Renal Flashcards
what are the pre-renal causes of AKI?
Volume Depletion: Such as from haemorrhage, gastrointestinal losses (vomiting, diarrhoea), and excessive diuresis.
Reduced Cardiac Output: Conditions like heart failure, shock (septic, hypovolaemic, cardiogenic), or large vessel occlusion can lead to reduced renal perfusion.
Systemic Vasodilation: Septic shock and anaphylaxis can lead to systemic vasodilation and relative renal hypoperfusion.
Drugs: Non-steroidal anti-inflammatory drugs (NSAIDs) and angiotensin-converting enzyme (ACE) inhibitors can interfere with renal autoregulation.
what are the intrinsic causes of AKI?
Acute Tubular Necrosis (ATN): Caused by ischaemia (sustained prerenal factors) or toxins (drugs, contrast, rhabdomyolysis).
Acute Interstitial Nephritis (AIN): Typically drug-induced, but can also be caused by infections or autoimmune diseases.
Vascular: Includes conditions like renal artery or vein thrombosis, malignant hypertension, and vasculitides.
Glomerular: Rapidly progressive glomerulonephritis or other glomerulopathies.
What are the post renal causes of AKI?
Obstruction: Obstruction can occur at any level from the renal pelvis to the urethra due to stones, tumours, strictures, or prostatic hypertrophy.
pathophysiology of pre renal AKI?
Reduction in renal perfusion without primary damage to kidney tissue.
This diminished perfusion leads to decreased glomerular filtration, triggering the release of renin, aldosterone, and antidiuretic hormone to conserve fluid and maintain perfusion pressure.
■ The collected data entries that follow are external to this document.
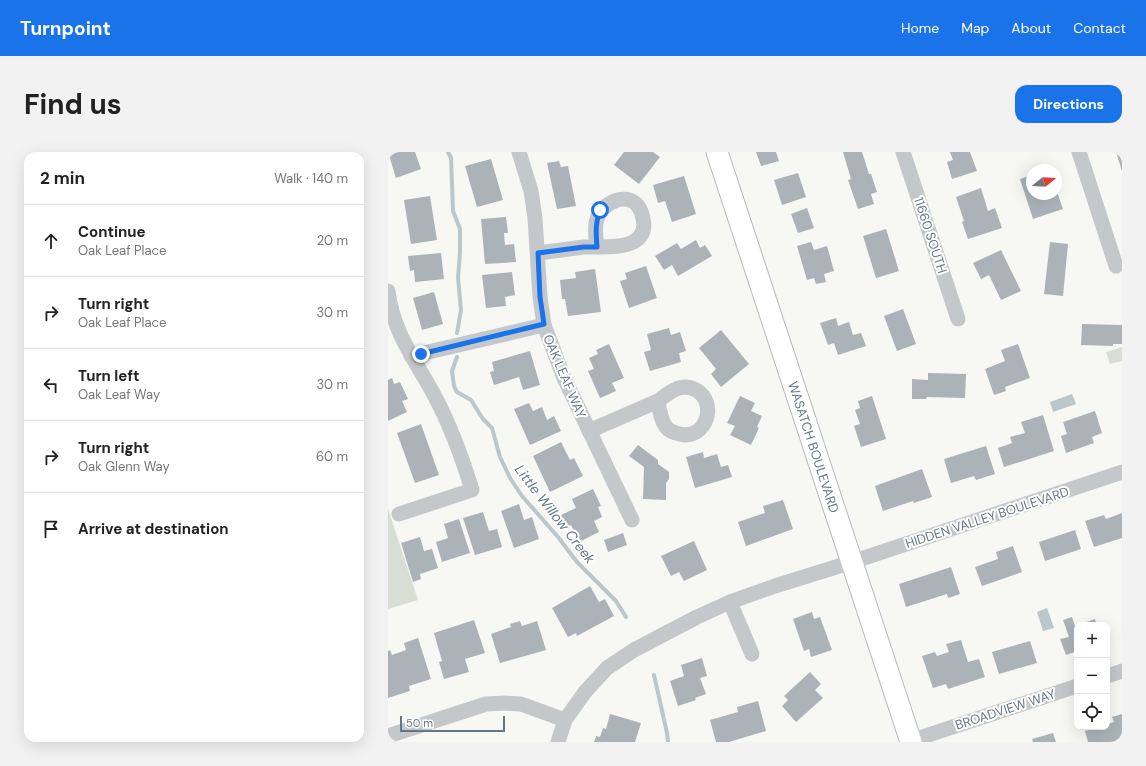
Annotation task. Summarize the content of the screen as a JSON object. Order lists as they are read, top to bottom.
{
  "streets": {
    "main road": ["WASATCH BOULEVARD"],
    "street": [
      "11660 SOUTH",
      "OAK LEAF WAY",
      "HIDDEN VALLEY BOULEVARD",
      "BROADVIEW WAY"
    ]
  },
  "crossings": [
    ["WASATCH BOULEVARD", "HIDDEN VALLEY BOULEVARD"],
    ["WASATCH BOULEVARD", "BROADVIEW WAY"]
  ],
  "water": ["Little Willow Creek"],
  "scale_bar": "50 m",
  "north": "right",
  "page": {
    "header": "Turnpoint",
    "nav": [
      "Home",
      "Map",
      "About",
      "Contact"
    ],
    "buttons": "Directions",
    "title": "Find us",
    "heading": ["2 min", "Walk · 140 m"],
    "list": [
      ["Continue", "Oak Leaf Place", "20 m"],
      ["Turn right", "Oak Leaf Place", "30 m"],
      ["Turn left", "Oak Leaf Way", "30 m"],
      ["Turn right", "Oak Glenn Way", "60 m"],
      "Arrive at destination"
    ],
    "map_buttons": ["+", "−"],
    "scale": "50 m"
  }
}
Prolonged prerenal states, if not rectified, can progress to ATN, causing intrinsic renal damage.
What is the pathophysiology of intrinsic AKI?
Acute Tubular Necrosis:
Ischaemic ATN occurs due to prolonged prerenal states, leading to tubular epithelial cell death. Cells slough off and can form casts, obstructing tubules.
Toxic ATN results from direct toxin exposure, leading to necrosis and apoptosis of tubular cells.
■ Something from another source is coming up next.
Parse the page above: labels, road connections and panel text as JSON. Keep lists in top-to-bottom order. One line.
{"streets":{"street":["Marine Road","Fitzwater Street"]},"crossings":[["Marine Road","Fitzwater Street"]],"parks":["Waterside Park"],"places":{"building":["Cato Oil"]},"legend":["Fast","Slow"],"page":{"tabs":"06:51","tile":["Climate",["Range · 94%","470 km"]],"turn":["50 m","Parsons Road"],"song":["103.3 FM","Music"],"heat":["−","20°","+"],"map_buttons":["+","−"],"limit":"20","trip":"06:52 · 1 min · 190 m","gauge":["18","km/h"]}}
Glomerulopathies: Immune-mediated injury to the glomeruli results in inflammation and often crescent formation, diminishing the filtering capacity of the glomerulus.
Interstitial Diseases: Inflammatory infiltration of the interstitium disrupts tubular function and can cause tubular atrophy.
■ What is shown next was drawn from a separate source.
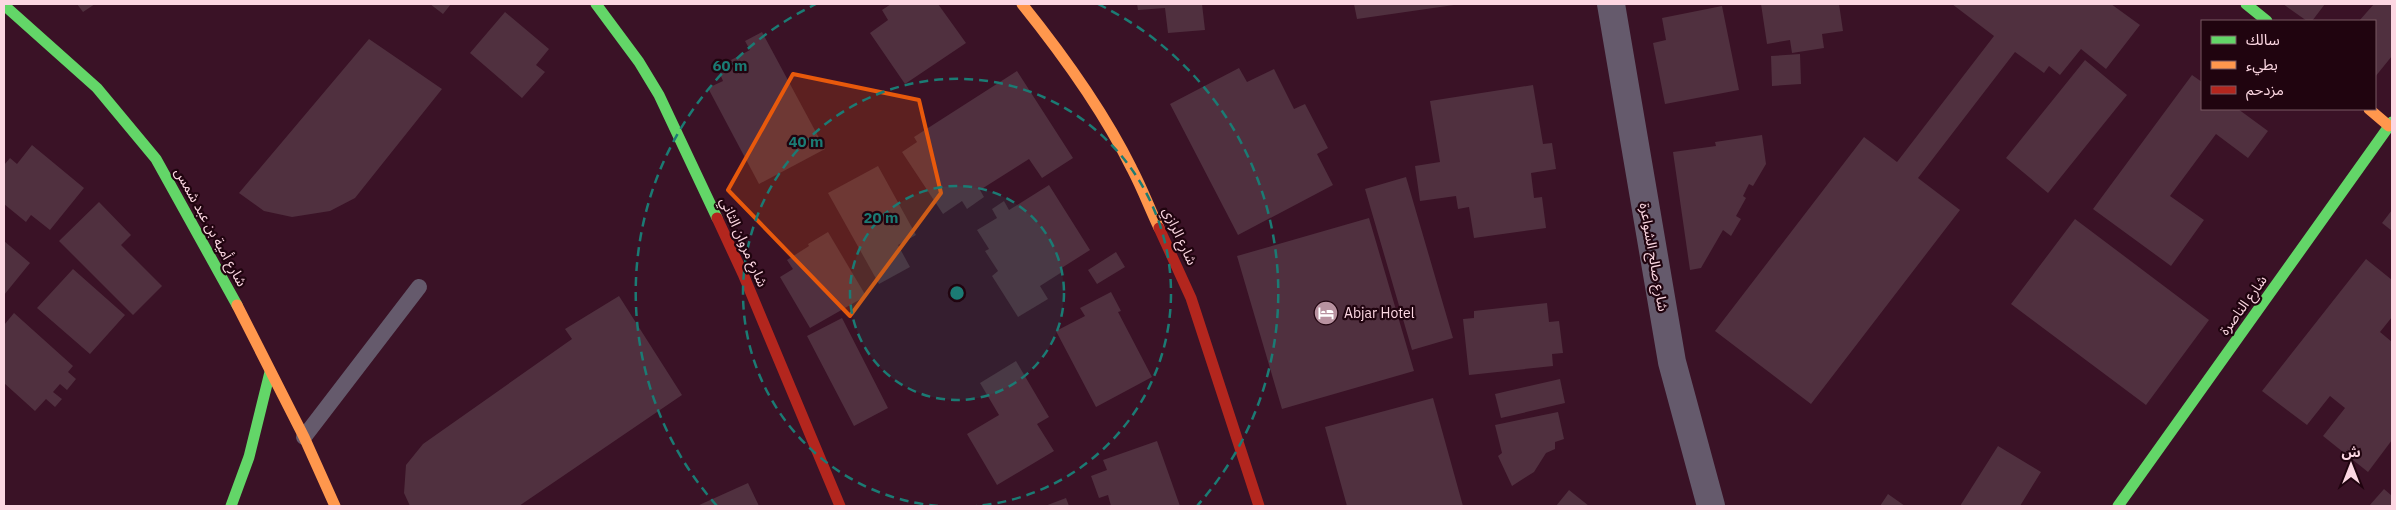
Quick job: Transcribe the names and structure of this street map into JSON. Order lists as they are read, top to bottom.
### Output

Vascular Causes: Compromise of the renal vasculature leads to ischaemic injury or inflammation, damaging the renal parenchyma.
what is the pathophysiology of post renal AKI?
Obstruction results in increased intratubular pressure. Initially, this increases tubular reabsorption, but if prolonged, it can diminish glomerular filtration rate (GFR).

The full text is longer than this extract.